'''
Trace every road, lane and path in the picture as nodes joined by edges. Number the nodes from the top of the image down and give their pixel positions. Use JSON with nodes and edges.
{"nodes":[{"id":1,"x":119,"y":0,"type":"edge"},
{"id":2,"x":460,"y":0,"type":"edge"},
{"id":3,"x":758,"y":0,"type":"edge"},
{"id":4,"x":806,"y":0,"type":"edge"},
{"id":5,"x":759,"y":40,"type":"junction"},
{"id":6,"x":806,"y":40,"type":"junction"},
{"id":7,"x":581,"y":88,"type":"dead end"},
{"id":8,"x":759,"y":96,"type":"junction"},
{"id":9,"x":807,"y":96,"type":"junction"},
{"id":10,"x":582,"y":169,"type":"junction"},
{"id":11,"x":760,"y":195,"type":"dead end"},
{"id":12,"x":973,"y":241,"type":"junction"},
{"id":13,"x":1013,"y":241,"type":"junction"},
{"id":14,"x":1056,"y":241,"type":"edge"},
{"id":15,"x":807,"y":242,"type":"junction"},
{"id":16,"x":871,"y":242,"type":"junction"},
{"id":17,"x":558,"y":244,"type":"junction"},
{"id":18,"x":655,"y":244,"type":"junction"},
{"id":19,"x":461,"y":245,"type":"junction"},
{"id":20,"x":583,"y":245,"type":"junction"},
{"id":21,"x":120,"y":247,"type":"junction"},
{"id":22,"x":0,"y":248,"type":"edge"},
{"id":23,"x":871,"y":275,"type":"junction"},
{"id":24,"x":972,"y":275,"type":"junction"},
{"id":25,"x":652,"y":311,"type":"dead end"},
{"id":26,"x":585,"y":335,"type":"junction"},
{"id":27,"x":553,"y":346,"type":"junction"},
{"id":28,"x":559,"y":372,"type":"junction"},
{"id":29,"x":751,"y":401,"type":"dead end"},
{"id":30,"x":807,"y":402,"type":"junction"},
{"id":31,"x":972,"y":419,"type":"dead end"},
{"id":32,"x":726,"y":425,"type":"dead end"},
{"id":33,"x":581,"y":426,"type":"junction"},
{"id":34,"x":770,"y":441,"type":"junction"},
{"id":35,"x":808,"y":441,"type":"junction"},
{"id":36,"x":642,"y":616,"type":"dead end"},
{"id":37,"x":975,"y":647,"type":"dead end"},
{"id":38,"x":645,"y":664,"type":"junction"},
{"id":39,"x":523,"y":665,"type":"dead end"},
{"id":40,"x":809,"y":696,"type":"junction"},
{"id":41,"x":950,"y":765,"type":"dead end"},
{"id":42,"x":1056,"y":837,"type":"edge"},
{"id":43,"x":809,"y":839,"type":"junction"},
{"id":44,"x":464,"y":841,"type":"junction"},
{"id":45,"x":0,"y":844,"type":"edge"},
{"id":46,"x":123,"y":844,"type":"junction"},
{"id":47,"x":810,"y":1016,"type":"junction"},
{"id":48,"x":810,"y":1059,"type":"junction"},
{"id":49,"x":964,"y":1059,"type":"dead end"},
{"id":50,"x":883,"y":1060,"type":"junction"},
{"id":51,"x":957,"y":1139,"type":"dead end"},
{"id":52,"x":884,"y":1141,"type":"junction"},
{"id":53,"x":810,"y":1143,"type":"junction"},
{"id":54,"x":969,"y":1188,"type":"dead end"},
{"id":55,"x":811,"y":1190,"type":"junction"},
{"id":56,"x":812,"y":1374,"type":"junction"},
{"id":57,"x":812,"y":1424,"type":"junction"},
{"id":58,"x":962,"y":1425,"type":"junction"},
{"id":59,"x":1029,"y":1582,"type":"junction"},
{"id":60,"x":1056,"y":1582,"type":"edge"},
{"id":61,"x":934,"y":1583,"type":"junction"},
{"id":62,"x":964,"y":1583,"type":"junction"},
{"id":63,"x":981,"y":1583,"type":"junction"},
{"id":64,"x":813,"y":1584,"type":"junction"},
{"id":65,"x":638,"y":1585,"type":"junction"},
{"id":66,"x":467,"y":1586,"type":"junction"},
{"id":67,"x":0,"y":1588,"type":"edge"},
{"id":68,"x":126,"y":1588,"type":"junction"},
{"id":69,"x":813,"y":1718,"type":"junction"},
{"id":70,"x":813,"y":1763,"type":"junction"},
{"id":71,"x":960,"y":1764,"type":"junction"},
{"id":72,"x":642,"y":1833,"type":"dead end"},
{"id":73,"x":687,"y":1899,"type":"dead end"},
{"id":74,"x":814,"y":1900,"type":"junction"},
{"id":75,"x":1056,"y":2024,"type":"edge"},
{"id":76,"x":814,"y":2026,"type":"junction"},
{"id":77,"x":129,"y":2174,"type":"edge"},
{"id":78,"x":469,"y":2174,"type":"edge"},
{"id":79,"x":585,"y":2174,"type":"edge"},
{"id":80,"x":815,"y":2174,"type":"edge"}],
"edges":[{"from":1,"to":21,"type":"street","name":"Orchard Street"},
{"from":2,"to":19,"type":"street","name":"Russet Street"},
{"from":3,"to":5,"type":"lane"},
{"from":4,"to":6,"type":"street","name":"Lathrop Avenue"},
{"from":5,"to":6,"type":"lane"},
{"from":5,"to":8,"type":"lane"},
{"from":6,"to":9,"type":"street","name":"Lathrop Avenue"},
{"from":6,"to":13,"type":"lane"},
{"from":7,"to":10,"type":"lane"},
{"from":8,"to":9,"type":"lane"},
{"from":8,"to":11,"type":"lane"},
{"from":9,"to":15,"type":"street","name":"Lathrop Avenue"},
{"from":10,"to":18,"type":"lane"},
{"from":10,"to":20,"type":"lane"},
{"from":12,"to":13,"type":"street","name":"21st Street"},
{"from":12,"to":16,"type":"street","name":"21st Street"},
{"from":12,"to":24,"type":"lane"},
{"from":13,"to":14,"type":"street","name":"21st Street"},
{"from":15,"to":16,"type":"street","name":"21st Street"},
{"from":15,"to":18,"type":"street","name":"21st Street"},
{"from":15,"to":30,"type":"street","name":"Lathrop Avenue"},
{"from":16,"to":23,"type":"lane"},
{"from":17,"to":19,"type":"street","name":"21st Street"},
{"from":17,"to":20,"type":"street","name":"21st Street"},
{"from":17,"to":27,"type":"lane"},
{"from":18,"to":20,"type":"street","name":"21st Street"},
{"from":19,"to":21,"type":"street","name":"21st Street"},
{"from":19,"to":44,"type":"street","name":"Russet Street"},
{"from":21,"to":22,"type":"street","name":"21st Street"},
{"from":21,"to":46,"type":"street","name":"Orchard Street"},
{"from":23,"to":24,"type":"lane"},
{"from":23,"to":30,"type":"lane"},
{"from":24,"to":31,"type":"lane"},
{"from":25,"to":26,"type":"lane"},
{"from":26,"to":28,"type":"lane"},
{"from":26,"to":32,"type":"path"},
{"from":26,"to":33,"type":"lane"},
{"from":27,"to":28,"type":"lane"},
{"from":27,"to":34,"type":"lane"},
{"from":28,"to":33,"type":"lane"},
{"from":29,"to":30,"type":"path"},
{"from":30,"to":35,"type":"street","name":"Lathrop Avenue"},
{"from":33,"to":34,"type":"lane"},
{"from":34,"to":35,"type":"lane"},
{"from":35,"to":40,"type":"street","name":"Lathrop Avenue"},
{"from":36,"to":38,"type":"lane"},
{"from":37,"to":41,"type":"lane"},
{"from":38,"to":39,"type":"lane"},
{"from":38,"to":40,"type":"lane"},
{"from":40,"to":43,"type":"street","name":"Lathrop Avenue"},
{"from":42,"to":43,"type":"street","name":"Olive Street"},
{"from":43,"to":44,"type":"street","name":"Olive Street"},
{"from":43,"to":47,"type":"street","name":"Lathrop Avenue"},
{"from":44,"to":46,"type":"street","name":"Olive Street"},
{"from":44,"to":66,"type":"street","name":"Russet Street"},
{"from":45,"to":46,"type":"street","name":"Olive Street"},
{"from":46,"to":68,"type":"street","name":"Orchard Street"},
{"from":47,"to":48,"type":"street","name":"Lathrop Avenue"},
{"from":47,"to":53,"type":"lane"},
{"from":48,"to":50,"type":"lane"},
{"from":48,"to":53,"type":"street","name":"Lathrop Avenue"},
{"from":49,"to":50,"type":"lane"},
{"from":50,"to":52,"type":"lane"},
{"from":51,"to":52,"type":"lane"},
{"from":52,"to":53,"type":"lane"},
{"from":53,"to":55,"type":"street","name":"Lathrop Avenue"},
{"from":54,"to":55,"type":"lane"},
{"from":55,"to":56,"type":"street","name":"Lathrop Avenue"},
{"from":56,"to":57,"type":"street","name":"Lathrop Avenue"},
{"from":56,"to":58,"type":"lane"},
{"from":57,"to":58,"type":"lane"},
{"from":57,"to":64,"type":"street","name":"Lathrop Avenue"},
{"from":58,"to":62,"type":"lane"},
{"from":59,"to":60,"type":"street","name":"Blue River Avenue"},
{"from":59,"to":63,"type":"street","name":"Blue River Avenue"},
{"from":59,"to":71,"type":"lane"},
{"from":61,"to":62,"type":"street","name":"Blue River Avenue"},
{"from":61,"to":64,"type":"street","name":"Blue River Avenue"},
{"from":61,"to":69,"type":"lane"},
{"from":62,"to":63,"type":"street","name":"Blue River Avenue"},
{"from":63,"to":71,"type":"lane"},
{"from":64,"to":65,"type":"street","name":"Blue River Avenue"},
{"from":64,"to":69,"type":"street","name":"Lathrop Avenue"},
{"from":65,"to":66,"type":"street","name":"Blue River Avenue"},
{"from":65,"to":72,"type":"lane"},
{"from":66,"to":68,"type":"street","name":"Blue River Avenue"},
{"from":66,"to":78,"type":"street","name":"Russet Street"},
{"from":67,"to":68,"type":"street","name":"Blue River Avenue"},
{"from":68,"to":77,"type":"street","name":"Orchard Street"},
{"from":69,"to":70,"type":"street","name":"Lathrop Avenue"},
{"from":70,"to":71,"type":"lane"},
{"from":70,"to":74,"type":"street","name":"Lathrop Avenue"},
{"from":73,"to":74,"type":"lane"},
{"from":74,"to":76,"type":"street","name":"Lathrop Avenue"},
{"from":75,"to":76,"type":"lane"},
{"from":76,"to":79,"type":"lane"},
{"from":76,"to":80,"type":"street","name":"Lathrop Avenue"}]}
'''
== INSTRUCTIONS FOR THE TASK ==
Exactly one number is the answer: how many lines of the entries contain the string "Olive".

== REPLY TO THE EXERCISE ==
4